Many already have been let go. And firms say few will be replaced any time soon. That somber reality cast a pall over a financial engineering career fair at New York University this month. The annual event used to attract all the big names on Wall Street; this year, there were numerous cancellations.

"They said, 'Look, we're not hiring right now,"' said Steven Allen, board member of the International Association of Financial Engineers, which co-sponsored the event. "This was the first year you felt that people think it's worse than it was. There are jobs, but it's going to be much harder."

One prospective quant faced with dwindling job prospects is Zaw Myo Thant, who is pursuing a master's in financial engineering at NYU's Polytechnic Institute. He described the mood among his classmates as "pretty grim."

"Most students are already having difficulties finding an intern position, let alone full-time positions," said Thant, 32.

Amid the gloom, there could be a silver lining, at least for consumers. Fewer high-risk assets being traded should provide a more orderly marketplace. Ideally, that would safeguard against further market spasms like those that have wiped out billions in investors' retirement savings and other holdings.

"We can't have Wall Street producing defective products again," said Edward Yardeni, an independent market analyst. "They don't necessarily kill, but they do a lot of damage."

He said the industry will likely go back to the basics of the capital markets -- "stocks, bonds ... things normal people can understand."

Yet if banks remain stingy with their money, the credit pinch that has squeezed consumers and small businesses in need of loans could worsen.

"Banks won't be lending as much, and that's going to cause some pain," said Howell of Dartmouth's Tuck School of Business.

Opinion is mixed, though, on whether a slimmed-down financial industry will really become more prudent or whether the pursuit of profits will inevitably restore the kind of freewheeling days the led to the meltdown.

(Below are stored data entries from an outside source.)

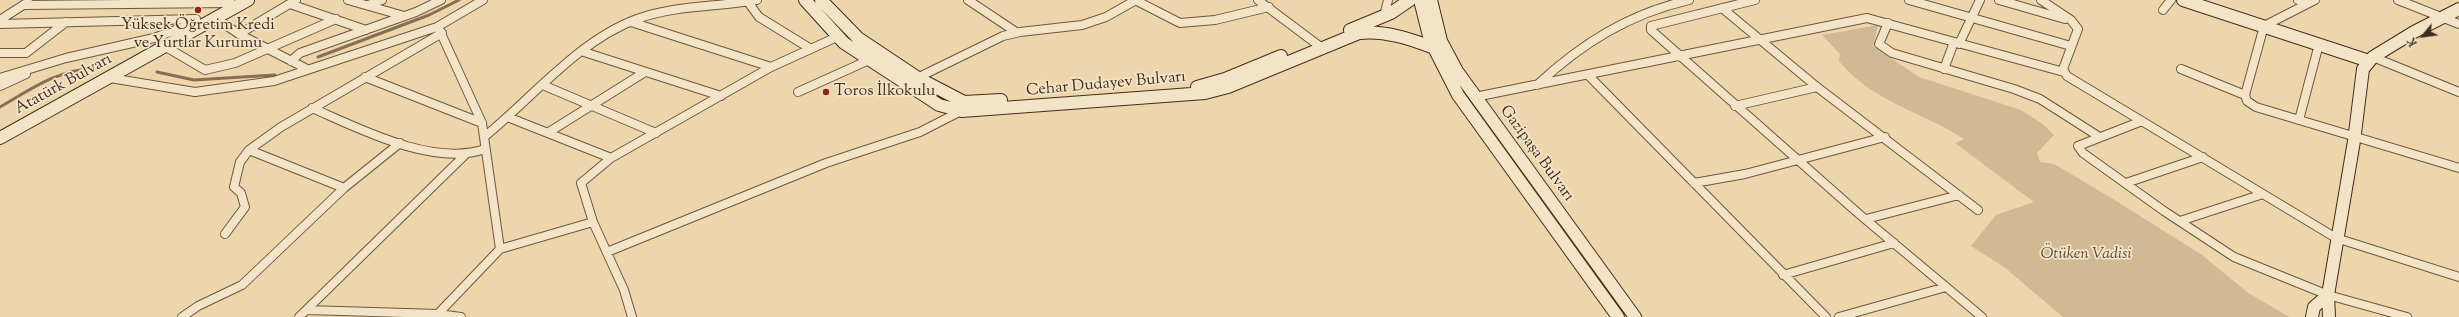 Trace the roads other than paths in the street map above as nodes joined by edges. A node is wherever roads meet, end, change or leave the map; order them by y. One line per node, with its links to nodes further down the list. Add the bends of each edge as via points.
1 (30, 0): 31 (street)
2 (248, 0): 40 (street, Atatürk Bulvarı)
3 (348, 0): 32 (street)
4 (382, 0): 32 (street)
5 (441, 0): 37 (street)
6 (483, 0): 53 (street)
7 (757, 0): 29 (street)
8 (805, 0): 56 (street, Cehar Dudayev Bulvarı)
9 (821, 0): 83 (street, Cehar Dudayev Bulvarı, via 858,38)
10 (968, 0): 54 (street)
11 (1136, 0): 33 (street, via 1180,23 1215,20); 54 (street, via 1093,23 1072,28)
12 (1258, 0): 33 (street)
13 (1388, 0): 38 (street)
14 (1410, 0): 38 (street, Cehar Dudayev Bulvarı)
15 (1420, 0): 63 (street, Gazipaşa Bulvarı)
16 (1431, 0): 93 (street, Gazipaşa Bulvarı, via 1441,41)
17 (1689, 0): 85 (street, via 1628,18 1593,37 1558,64)
18 (1748, 0): 34 (street)
19 (1909, 0): 39 (street)
20 (1980, 0): 39 (street)
21 (1999, 0): 45 (street)
22 (2040, 0): 45 (street)
23 (2171, 0): 35 (street)
24 (2183, 0): 51 (street)
25 (2298, 0): 30 (street)
26 (2398, 0): 41 (street)
27 (234, 2): 31 (street); 43 (street, Atatürk Bulvarı)
28 (293, 2): 44 (street); 55 (street)
29 (748, 2): 47 (street, via 657,13); 65 (street, via 759,17)
30 (2312, 2): 51 (street)
31 (24, 5): 42 (street)
32 (368, 5): 37 (street)
33 (1269, 7): 60 (street)
34 (1722, 8): 57 (street); 68 (street, via 1651,26 1651,30)
35 (2163, 10)
36 (2459, 10): 41 (street)
37 (404, 16): 52 (street)
38 (1384, 16): 60 (street, Cehar Dudayev Bulvarı)
39 (1970, 17): 58 (street); 61 (street)
40 (215, 18): 55 (street); 62 (street, Atatürk Bulvarı)
41 (2443, 18): 50 (street); 69 (street, via 2414,32)
42 (0, 20)
43 (199, 20): 46 (street); 72 (street, via 154,38 66,58); 103 (street, Atatürk Bulvarı)
44 (336, 20): 52 (street); 64 (street)
45 (2071, 20): 61 (street, via 2078,29)
46 (66, 22): 49 (street); 67 (street, via 26,53)
47 (631, 22): 66 (street, via 611,31); 73 (street)
48 (1888, 23): 57 (street, via 1867,18); 58 (street); 75 (street, via 1879,44 1881,47 1892,53)
49 (0, 24)
50 (2459, 24)
51 (2264, 26): 59 (street); 91 (street)
52 (366, 30): 71 (street, via 300,53)
53 (439, 30): 74 (street); 80 (street); 102 (street)
54 (1016, 32): 83 (street)
55 (239, 34): 64 (street)
56 (837, 36): 65 (street); 70 (street, Cehar Dudayev Bulvarı)
57 (1758, 39): 68 (street); 88 (street)
58 (1957, 43): 75 (street); 78 (street)
59 (2319, 44): 69 (street); 100 (street)
60 (1318, 45): 63 (street, Cehar Dudayev Bulvarı, via 1367,32 1414,39); 94 (street, Cehar Dudayev Bulvarı, via 1199,86); 98 (street, Cehar Dudayev Bulvarı, via 1228,87 1205,93)
61 (2071, 46): 78 (street)
62 (166, 47): 64 (street, via 205,70 235,63); 82 (street, Atatürk Bulvarı)
63 (1434, 48): 144 (street, Gazipaşa Bulvarı, via 1458,95)
64 (267, 49): 71 (street)
65 (811, 49): 73 (street)
66 (584, 52): 77 (street); 87 (street)
67 (0, 54)
68 (1679, 57): 79 (street); 96 (street)
69 (2371, 59): 90 (street); 107 (street, via 2363,69)
70 (869, 60): 84 (street, Cehar Dudayev Bulvarı); 89 (street)
71 (291, 61): 74 (street)
72 (39, 67): 81 (street); 86 (street)
73 (771, 67): 92 (street)
74 (307, 69): 82 (street, via 274,81 195,92)
75 (1944, 69): 106 (street, via 2040,99)
76 (2181, 69): 91 (street, via 2202,80)
77 (645, 72): 92 (street); 95 (street)
78 (2064, 72): 101 (street, via 2086,89)
79 (1588, 75): 85 (street); 119 (street)
80 (365, 77): 97 (street); 102 (street)
81 (0, 78)
82 (110, 78): 110 (street, Atatürk Bulvarı)
83 (918, 78): 84 (street); 94 (street, Cehar Dudayev Bulvarı, via 954,98 964,102)
84 (905, 84): 98 (street, Cehar Dudayev Bulvarı, via 939,105)
85 (1537, 85): 93 (street)
86 (0, 86)
87 (545, 86): 95 (street); 99 (street)
88 (1817, 87): 96 (street); 109 (street)
89 (798, 92)
90 (2459, 92)
91 (2245, 95): 100 (street, via 2247,101 2256,106)
92 (721, 96): 105 (street)
93 (1475, 97): 145 (street, Gazipaşa Bulvarı)
94 (975, 102): 98 (street)
95 (592, 105): 104 (street); 105 (street)
96 (1734, 106): 117 (street)
97 (312, 108): 111 (street, via 383,139); 113 (street)
98 (962, 111): 132 (street, via 920,132 826,163)
99 (510, 118): 104 (street); 108 (street)
100 (2299, 120): 107 (street)
101 (2142, 121): 106 (street); 115 (street)
102 (482, 123): 108 (street)
103 (0, 129)
104 (549, 132): 116 (street)
105 (656, 133): 116 (street)
106 (2098, 136): 120 (street, via 2078,146 2083,153)
107 (2355, 136): 118 (street); 129 (street)
108 (484, 137): 112 (street)
109 (1885, 137): 117 (street); 123 (street)
110 (0, 138)
111 (400, 143): 114 (street); 121 (street)
112 (485, 149): 114 (street); 131 (street)
113 (249, 150): 121 (street); 128 (street, via 240,162 234,187 240,193 245,207)
114 (466, 154): 137 (street)
115 (2203, 157): 120 (street); 122 (street)
116 (611, 158): 127 (street, via 581,183)
117 (1800, 160): 119 (street, via 1745,174); 125 (street)
118 (2459, 168)
119 (1694, 183): 133 (street)
120 (2126, 183): 126 (street)
121 (344, 188): 140 (street, via 242,285 198,306)
122 (2263, 194): 126 (street); 129 (street)
123 (1959, 195): 124 (street); 125 (street)
124 (1978, 210)
125 (1866, 219): 130 (street)
126 (2180, 221): 136 (street, via 2234,256)
127 (593, 222): 131 (street); 132 (street)
128 (225, 234)
129 (2336, 238): 134 (street); 136 (street)
130 (1894, 243): 133 (street); 135 (street)
131 (500, 249): 139 (street)
132 (607, 252): 143 (street, via 624,290)
133 (1783, 275): 146 (street)
134 (2459, 277)
135 (1946, 287): 147 (street); 148 (street)
136 (2328, 295): 149 (street, via 2314,307); 150 (street); 151 (street)
137 (307, 310): 138 (street); 141 (street)
138 (380, 314): 139 (street)
139 (437, 315): 142 (street)
140 (182, 317)
141 (299, 317)
142 (461, 317)
143 (632, 317)
144 (1618, 317)
145 (1634, 317)
146 (1826, 317)
147 (1839, 317)
148 (1982, 317)
149 (2312, 317)
150 (2329, 317)
151 (2407, 317)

Much will depend on what new regulations stem from the crisis, NYU's Philippon said.

Some lawmakers have called for tighter limits on how much leverage financial firms can assume, among other restrictions. Free-market advocates, though, warn that burdensome rules could stifle innovation and undercut the industry.

"My best guess is that the U.S. economy remains vibrant and efficient," Philippon said. But the shape and scope of any new regulation "will be the biggest factor" for the financial sector's future success.

"That's going to determine whether it's a dynamic sector or a dead one," he said.